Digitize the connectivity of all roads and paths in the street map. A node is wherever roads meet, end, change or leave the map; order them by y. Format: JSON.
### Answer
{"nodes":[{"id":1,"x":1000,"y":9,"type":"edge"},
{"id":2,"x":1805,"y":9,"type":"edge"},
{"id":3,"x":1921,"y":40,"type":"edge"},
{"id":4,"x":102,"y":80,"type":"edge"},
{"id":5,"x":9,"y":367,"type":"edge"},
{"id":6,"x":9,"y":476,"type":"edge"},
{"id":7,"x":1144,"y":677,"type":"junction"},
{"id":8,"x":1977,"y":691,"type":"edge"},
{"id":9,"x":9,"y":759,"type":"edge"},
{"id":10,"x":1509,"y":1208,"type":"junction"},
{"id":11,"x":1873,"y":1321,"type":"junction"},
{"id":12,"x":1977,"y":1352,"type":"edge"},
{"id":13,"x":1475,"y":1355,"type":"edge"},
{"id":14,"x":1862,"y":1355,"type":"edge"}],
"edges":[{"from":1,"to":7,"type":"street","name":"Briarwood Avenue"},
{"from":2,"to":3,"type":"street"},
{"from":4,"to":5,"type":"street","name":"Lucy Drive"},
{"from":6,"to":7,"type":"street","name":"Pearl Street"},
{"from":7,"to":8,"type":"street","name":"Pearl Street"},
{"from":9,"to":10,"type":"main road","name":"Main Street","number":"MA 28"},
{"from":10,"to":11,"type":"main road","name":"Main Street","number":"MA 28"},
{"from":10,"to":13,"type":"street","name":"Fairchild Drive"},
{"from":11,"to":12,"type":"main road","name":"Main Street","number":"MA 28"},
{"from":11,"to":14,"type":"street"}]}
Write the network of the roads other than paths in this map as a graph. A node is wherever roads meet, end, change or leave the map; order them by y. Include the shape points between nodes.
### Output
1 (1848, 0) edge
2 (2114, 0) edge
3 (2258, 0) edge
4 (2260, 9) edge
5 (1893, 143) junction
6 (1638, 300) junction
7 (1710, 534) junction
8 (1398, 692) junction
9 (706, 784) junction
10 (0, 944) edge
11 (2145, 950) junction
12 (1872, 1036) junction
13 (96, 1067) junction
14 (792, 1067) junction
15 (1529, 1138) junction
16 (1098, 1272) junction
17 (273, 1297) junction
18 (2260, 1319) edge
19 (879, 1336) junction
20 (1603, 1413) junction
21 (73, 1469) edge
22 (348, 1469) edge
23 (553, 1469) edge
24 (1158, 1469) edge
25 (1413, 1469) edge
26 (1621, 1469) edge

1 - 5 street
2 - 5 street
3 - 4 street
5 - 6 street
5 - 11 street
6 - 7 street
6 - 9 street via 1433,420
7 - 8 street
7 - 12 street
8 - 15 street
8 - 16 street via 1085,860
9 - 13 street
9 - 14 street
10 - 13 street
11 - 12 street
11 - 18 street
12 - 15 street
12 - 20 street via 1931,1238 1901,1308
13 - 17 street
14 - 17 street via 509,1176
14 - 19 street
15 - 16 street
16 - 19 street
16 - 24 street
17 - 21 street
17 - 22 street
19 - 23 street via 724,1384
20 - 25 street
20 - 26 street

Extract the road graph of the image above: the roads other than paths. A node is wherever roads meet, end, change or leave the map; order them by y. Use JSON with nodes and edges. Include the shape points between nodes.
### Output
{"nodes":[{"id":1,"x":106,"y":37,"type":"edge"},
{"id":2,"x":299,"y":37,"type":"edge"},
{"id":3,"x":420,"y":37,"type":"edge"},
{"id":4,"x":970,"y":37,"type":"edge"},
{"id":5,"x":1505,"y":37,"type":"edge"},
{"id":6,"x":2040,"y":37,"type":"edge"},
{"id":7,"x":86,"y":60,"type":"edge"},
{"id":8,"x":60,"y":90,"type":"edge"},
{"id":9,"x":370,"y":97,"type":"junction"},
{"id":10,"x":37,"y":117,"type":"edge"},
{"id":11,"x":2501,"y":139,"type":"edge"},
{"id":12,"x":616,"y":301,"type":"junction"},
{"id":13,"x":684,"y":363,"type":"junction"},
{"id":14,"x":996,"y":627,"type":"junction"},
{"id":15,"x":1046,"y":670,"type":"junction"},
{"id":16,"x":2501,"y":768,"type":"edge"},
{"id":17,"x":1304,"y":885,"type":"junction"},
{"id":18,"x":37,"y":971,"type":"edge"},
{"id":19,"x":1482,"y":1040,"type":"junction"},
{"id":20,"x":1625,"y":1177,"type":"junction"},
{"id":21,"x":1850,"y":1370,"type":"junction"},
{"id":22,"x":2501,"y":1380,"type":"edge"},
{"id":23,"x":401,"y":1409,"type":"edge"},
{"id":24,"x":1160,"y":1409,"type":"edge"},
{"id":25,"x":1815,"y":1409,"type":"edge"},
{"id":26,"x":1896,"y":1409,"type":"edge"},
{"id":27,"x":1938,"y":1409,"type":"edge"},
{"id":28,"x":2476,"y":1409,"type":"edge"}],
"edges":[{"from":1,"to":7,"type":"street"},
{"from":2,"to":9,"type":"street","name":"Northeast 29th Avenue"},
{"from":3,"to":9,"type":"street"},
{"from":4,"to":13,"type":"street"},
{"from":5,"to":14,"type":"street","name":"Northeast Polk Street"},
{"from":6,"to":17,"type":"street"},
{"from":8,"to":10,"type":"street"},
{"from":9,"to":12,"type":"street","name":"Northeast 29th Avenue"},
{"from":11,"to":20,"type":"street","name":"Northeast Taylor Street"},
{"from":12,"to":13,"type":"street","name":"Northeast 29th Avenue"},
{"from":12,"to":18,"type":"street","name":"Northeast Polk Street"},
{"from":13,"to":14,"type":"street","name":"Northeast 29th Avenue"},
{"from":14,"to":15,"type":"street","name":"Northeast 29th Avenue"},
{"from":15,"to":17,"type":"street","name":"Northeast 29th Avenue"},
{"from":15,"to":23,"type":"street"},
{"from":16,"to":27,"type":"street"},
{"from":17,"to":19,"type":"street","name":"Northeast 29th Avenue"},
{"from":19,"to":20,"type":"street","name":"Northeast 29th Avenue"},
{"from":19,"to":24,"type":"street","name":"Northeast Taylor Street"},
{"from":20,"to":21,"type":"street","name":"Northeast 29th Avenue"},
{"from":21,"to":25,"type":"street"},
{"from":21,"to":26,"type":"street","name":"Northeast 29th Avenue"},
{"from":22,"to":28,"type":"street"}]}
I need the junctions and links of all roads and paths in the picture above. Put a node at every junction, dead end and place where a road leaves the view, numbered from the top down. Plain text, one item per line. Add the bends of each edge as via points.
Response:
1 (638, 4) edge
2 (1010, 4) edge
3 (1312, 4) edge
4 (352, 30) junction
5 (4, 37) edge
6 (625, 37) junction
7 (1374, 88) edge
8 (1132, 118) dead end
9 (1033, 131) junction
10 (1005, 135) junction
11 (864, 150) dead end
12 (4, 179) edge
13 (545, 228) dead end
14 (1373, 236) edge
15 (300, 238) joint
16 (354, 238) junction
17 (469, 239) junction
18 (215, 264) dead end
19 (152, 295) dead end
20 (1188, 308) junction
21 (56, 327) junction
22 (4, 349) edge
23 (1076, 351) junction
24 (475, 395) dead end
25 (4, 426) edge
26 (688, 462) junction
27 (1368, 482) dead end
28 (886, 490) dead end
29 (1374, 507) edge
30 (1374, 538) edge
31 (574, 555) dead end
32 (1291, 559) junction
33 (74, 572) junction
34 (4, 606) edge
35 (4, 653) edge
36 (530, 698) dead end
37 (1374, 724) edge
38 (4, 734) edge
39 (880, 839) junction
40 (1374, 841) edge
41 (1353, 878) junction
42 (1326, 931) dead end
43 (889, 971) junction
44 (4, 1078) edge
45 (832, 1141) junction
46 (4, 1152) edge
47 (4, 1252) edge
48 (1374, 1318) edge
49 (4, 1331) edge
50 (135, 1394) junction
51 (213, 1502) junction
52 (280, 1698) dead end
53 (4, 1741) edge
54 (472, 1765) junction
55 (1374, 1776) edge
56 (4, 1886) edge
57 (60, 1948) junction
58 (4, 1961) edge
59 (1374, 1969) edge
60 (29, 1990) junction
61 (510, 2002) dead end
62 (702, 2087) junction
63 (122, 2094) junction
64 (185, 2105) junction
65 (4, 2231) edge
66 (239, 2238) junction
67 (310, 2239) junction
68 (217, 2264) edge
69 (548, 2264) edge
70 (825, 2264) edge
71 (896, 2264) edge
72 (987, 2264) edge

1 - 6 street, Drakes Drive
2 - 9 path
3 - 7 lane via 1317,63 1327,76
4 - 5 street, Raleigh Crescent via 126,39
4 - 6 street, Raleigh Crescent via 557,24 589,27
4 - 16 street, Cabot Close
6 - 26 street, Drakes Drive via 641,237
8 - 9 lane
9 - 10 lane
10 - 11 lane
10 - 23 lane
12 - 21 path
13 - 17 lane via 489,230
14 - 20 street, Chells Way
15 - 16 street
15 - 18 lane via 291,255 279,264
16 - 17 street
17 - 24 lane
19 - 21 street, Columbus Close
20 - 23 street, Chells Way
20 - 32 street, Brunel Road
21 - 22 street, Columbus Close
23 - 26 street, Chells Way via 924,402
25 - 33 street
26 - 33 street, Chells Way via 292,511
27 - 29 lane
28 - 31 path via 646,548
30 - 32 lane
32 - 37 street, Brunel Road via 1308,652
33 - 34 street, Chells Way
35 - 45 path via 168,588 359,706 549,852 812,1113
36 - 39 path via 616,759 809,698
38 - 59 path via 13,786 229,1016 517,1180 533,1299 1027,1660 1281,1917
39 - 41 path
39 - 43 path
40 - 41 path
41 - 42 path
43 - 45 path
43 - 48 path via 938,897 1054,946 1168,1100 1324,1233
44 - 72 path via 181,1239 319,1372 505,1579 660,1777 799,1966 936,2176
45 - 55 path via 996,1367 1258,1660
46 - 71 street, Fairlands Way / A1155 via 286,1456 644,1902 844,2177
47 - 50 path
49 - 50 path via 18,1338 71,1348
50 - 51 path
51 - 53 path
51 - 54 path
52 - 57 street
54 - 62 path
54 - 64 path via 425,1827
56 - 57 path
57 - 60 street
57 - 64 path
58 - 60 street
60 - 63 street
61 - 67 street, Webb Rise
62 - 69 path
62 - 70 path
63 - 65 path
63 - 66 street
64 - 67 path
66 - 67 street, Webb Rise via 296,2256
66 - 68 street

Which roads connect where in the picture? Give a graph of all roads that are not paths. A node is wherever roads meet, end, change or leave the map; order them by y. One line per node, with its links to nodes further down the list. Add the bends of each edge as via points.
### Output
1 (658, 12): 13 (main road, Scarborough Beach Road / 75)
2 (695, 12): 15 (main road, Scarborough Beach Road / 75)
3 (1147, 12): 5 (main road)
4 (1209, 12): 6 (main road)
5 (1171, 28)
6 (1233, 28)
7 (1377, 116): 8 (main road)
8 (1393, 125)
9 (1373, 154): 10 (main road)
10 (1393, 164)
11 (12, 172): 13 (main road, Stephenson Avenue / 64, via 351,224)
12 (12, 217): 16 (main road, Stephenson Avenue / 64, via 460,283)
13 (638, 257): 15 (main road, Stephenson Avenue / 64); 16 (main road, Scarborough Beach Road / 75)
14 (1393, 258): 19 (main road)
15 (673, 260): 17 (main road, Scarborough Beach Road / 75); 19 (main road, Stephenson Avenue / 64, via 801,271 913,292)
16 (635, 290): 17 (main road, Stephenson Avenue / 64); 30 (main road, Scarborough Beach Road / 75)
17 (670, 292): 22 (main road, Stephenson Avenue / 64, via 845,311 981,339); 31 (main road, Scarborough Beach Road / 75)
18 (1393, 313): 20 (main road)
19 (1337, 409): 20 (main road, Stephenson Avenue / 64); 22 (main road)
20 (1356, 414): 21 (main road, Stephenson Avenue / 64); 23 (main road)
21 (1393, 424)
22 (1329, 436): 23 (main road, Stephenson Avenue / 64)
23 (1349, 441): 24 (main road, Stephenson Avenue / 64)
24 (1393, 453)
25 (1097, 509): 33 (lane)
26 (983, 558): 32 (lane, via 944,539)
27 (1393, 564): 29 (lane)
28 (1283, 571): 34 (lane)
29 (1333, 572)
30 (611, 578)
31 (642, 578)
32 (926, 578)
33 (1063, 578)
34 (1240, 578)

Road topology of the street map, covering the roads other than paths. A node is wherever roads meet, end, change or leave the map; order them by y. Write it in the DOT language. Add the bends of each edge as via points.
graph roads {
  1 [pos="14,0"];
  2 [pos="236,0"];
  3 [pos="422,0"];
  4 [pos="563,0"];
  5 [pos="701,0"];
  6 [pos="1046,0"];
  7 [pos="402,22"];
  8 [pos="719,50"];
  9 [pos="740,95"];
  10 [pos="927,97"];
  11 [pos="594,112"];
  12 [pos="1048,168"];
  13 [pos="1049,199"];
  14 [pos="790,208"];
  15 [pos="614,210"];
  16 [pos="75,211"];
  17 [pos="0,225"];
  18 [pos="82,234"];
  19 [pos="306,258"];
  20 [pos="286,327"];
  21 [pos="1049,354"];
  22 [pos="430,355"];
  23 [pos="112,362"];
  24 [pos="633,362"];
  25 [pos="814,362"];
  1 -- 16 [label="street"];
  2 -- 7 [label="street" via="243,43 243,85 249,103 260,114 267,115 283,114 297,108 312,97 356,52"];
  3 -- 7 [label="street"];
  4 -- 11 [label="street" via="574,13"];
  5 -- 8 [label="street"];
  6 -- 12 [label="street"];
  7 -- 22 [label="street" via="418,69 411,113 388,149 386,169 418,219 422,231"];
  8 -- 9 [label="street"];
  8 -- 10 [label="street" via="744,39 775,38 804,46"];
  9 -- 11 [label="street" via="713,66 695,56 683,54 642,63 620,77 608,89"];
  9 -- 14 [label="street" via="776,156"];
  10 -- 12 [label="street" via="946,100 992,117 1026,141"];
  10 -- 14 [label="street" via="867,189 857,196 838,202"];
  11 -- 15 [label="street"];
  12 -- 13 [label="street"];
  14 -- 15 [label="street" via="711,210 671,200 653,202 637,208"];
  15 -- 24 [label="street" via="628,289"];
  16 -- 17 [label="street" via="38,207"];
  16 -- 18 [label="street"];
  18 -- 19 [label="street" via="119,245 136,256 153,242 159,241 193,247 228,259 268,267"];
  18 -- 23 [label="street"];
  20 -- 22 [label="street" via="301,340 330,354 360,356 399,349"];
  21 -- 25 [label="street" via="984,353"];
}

■ YOUR INSTRUCTIONS
Go through the material above, find each line with the string "Pearl", and copy it.

■ RESULT FOR THIS TASK
{"from":6,"to":7,"type":"street","name":"Pearl Street"},
{"from":7,"to":8,"type":"street","name":"Pearl Street"},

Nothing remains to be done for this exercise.